Systematisch beginnend bei Aristoteles und Sams Käferfund, endend bei den zeitgenössischen Forscherinnen Barbara Rosemary Grant und Catherine Peichel und einer Exkursion im Winter zum gleichen Ort, erarbeiten wir uns gemeinsam mit Sam, der aus der Ich-Perspektive kommentiert, anmerkt und kritisiert, „eine kurze Geschichte der Evolutionsbiologie“, so der Untertitel dieses nicht ganz so kurzen Abrisses für die jugendlichen Leser:innen, mit seinen fast 150 kompakt beschrifteten großformatigen Seiten. In zehn komplexen Kapiteln werden Theorien, Gegentheorien, wissenschaftliche Erkenntnisse und deren wichtigste Forscher:innen vorgestellt und mittels witzigen Comics, Diskursen, fiktiven dialektikischen Gesprächen und ergänzenden Zeichnungen in den zeithistorischen Kontext gebracht. Und Namen werden hier plötzlich zu klugen Menschen, die ein Leben gelebt haben. Aristoteles diskutiert mit einem Studenten, der kleine Thomas von Aquin hat Angst, seine Eltern zu verlassen, Carl von Linné enttäuscht seinen Vater (das tun sie fast alle) und Bertha von Suttner küsst erst den einen oder anderen, bevor sie den Friedensnobelpreis bekommt. Gesellschaftliche, politische Zusammenhänge werden mitaufgegriffen, kritische Anmerkungen und moderne Statements zu Corona, resistenten Keimen, Frauen in der Wissenschaft runden die Abschnitte überzeugend ab.

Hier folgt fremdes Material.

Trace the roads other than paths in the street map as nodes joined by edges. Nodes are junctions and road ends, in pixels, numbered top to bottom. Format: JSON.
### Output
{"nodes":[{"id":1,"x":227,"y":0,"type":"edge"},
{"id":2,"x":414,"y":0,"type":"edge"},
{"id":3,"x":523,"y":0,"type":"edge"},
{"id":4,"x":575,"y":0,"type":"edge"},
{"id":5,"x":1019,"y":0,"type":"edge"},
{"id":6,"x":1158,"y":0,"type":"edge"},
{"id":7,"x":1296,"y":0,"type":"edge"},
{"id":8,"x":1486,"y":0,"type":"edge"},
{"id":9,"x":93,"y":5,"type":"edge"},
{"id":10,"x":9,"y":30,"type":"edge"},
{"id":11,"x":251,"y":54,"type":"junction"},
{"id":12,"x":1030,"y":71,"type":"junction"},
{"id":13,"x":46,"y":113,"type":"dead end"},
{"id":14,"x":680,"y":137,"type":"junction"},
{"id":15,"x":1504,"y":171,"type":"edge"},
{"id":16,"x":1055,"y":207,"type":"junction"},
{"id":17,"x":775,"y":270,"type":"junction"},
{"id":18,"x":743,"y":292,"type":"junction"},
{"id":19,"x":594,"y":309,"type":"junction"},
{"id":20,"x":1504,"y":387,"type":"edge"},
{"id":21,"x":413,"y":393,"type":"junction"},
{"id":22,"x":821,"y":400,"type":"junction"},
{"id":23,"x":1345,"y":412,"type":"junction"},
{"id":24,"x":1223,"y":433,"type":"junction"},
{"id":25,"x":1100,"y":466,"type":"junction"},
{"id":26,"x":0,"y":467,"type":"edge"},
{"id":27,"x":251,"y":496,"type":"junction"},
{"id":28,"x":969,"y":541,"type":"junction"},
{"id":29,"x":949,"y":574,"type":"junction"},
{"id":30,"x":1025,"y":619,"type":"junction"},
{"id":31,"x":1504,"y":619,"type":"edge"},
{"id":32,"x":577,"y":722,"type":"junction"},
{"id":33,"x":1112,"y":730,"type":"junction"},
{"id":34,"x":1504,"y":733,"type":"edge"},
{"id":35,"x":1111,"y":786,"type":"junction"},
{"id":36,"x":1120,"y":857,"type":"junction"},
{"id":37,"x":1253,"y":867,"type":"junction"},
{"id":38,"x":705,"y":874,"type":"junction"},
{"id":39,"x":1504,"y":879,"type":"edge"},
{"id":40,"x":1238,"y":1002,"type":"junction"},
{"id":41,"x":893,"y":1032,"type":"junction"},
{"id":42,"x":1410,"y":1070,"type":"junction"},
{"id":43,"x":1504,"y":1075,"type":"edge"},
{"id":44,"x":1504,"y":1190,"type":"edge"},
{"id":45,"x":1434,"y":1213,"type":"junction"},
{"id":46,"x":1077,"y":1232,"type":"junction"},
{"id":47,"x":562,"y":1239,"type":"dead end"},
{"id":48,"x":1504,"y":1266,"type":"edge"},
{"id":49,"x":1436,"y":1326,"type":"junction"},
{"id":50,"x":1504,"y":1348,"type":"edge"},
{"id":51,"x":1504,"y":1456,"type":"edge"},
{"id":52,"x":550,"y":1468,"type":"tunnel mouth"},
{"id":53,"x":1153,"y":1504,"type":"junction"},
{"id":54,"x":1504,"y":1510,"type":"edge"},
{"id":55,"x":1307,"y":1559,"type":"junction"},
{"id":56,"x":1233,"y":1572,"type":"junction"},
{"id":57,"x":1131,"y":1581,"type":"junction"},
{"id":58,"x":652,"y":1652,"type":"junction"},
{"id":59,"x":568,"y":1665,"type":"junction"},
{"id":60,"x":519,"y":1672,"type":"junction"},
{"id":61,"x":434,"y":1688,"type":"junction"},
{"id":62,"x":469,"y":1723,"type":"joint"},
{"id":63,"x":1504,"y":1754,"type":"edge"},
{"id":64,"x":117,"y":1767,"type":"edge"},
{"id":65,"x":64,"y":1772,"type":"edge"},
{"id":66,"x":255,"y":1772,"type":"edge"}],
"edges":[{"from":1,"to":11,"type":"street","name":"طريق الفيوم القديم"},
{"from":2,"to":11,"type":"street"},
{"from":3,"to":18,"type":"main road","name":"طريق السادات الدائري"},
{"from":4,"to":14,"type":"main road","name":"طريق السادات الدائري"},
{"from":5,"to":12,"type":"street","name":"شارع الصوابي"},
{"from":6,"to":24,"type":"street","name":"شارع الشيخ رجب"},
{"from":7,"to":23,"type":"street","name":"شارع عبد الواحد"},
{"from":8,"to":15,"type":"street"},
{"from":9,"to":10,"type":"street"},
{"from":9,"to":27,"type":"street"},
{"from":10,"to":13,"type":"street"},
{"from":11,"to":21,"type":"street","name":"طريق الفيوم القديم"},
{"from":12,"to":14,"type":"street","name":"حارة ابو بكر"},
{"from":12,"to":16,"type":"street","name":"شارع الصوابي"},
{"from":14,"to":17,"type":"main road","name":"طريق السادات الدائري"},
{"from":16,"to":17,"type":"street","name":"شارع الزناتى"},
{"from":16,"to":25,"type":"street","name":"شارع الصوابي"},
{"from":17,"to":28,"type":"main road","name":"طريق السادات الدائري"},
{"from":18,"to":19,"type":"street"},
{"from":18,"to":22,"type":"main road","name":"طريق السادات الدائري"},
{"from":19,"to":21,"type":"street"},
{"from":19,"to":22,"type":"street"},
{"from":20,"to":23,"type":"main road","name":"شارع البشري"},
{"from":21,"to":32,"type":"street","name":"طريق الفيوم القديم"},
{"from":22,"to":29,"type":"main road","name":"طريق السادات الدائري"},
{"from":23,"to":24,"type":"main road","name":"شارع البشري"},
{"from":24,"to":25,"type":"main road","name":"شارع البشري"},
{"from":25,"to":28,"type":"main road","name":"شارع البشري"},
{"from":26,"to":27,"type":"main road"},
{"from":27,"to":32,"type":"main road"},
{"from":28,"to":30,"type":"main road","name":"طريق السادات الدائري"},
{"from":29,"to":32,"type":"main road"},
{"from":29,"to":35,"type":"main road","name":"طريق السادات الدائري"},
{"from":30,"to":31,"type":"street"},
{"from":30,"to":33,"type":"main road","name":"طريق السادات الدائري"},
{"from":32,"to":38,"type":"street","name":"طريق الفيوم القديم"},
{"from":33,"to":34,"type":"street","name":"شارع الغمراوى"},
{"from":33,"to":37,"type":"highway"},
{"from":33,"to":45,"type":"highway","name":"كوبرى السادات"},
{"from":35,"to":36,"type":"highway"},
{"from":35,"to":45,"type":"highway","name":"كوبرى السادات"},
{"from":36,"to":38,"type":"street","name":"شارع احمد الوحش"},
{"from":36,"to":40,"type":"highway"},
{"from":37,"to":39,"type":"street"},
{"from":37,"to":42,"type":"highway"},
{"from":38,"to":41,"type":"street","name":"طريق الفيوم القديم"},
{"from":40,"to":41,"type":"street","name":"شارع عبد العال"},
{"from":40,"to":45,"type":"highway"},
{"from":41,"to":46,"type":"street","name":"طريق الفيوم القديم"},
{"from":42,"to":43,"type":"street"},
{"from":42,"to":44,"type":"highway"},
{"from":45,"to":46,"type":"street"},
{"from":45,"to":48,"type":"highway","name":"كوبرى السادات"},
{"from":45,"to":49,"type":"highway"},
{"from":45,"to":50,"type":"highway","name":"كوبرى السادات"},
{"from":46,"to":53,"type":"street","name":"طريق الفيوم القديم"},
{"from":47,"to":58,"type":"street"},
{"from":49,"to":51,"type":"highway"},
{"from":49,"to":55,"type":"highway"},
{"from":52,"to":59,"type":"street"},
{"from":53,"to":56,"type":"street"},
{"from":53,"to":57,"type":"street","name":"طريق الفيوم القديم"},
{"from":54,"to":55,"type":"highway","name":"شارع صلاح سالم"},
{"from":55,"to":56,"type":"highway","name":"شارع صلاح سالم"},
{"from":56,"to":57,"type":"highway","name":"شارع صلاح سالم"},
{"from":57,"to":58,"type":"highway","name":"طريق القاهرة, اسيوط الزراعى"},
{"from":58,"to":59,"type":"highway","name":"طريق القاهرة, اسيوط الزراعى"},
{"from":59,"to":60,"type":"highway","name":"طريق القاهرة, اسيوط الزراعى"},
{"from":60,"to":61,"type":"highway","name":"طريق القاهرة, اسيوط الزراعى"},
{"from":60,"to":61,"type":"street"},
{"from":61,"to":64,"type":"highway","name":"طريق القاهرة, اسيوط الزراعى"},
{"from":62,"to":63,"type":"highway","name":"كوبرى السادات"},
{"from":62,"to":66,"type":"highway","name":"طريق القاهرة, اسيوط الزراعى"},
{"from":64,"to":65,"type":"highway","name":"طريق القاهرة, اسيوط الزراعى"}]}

Was auch schon der Klassiker von Ernst H. Gombrich mit seiner „kurzen Weltgeschichte für junge Leser“ (sehr empfehlenswert) geschafft hatte, nämlich komplexe Sachverhalte, die auch noch den Makel aufweisen, in Ausschnitten Schullektüre zu sein, frisch und leicht lesbar zu präsentieren, funktioniert auch hier bestens. Durch die neue schlüssige Präsentation sperriger Themen ist das Buch eine wunderbare Lektüre für Oberschüler:innen (und ihre Eltern).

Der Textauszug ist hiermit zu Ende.